• YOUR ASSIGNMENT: State the count of lines below in which the word "from" appears, and add nothing.

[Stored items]

>>>>>

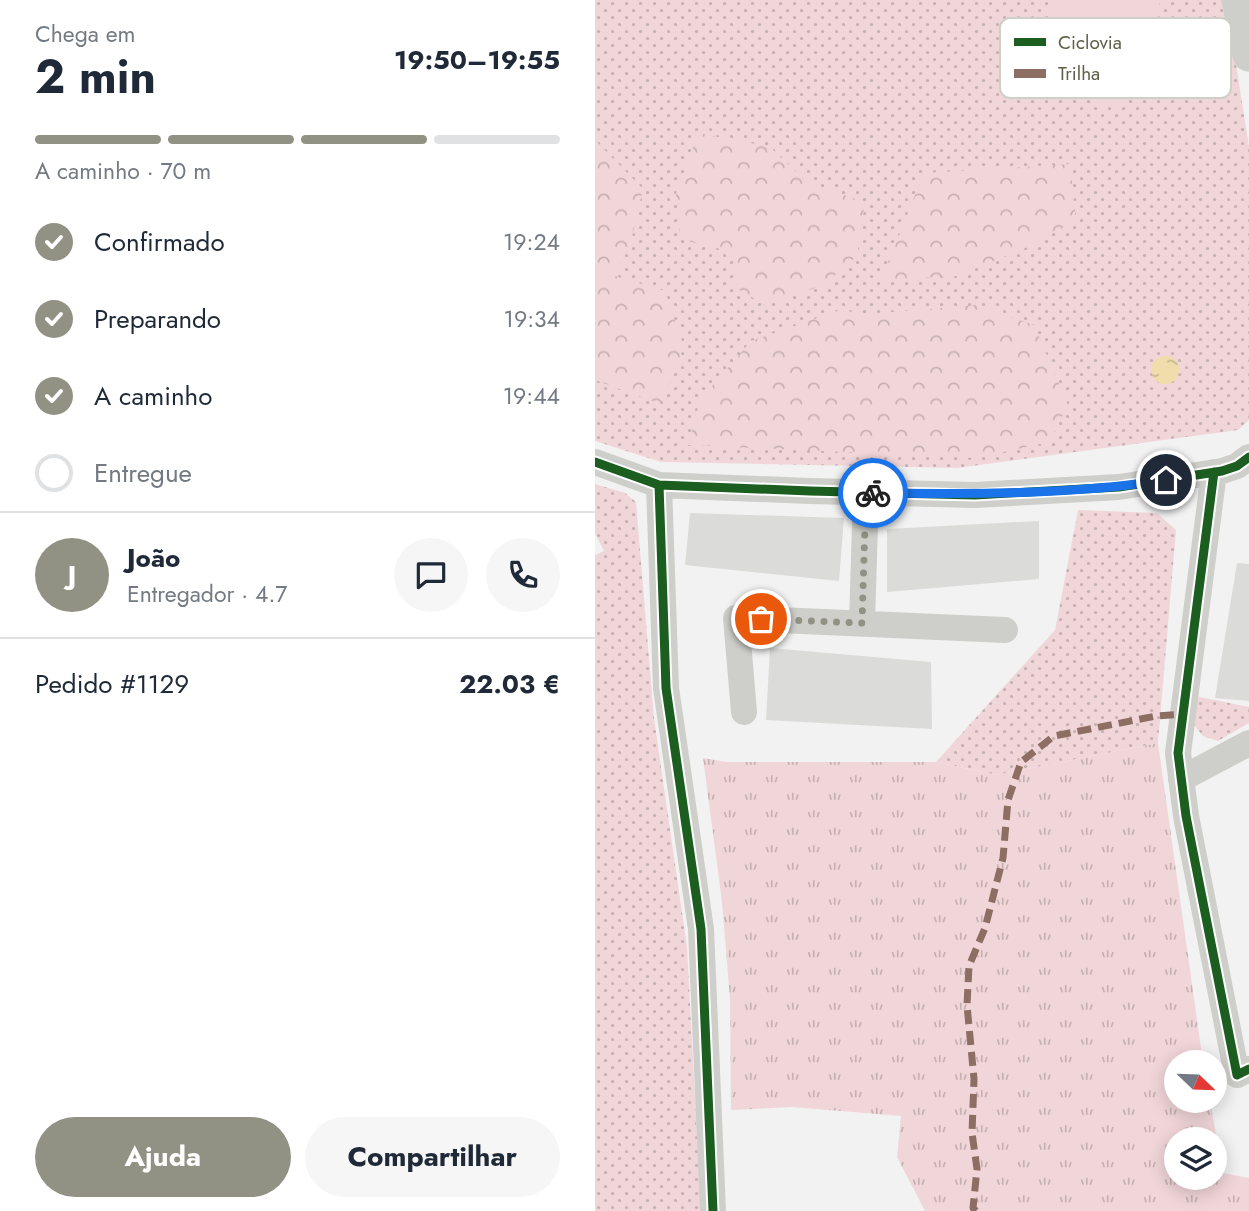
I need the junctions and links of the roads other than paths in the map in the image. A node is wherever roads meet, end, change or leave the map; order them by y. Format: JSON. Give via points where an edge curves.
{"nodes":[{"id":1,"x":1238,"y":0,"type":"edge"},
{"id":2,"x":1249,"y":55,"type":"edge"},
{"id":3,"x":1249,"y":457,"type":"edge"},
{"id":4,"x":595,"y":462,"type":"edge"},
{"id":5,"x":1214,"y":472,"type":"junction"},
{"id":6,"x":659,"y":485,"type":"junction"},
{"id":7,"x":866,"y":492,"type":"junction"},
{"id":8,"x":862,"y":623,"type":"junction"},
{"id":9,"x":1005,"y":630,"type":"dead end"},
{"id":10,"x":744,"y":712,"type":"dead end"},
{"id":11,"x":1249,"y":743,"type":"edge"},
{"id":12,"x":1181,"y":779,"type":"junction"},
{"id":13,"x":1243,"y":1072,"type":"edge"},
{"id":14,"x":713,"y":1211,"type":"edge"}],
"edges":[{"from":1,"to":2,"type":"street"},
{"from":3,"to":5,"type":"street","via":[[1237,466]]},
{"from":4,"to":6,"type":"street"},
{"from":5,"to":7,"type":"street","via":[[1119,487],[975,495]]},
{"from":5,"to":12,"type":"street","via":[[1178,753]]},
{"from":6,"to":7,"type":"street"},
{"from":6,"to":14,"type":"street","via":[[666,688],[701,929]]},
{"from":7,"to":8,"type":"street"},
{"from":8,"to":9,"type":"street"},
{"from":8,"to":10,"type":"street","via":[[736,618]]},
{"from":11,"to":12,"type":"street"},
{"from":12,"to":13,"type":"street","via":[[1185,816]]}]}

<<<<<

• REPLY: 12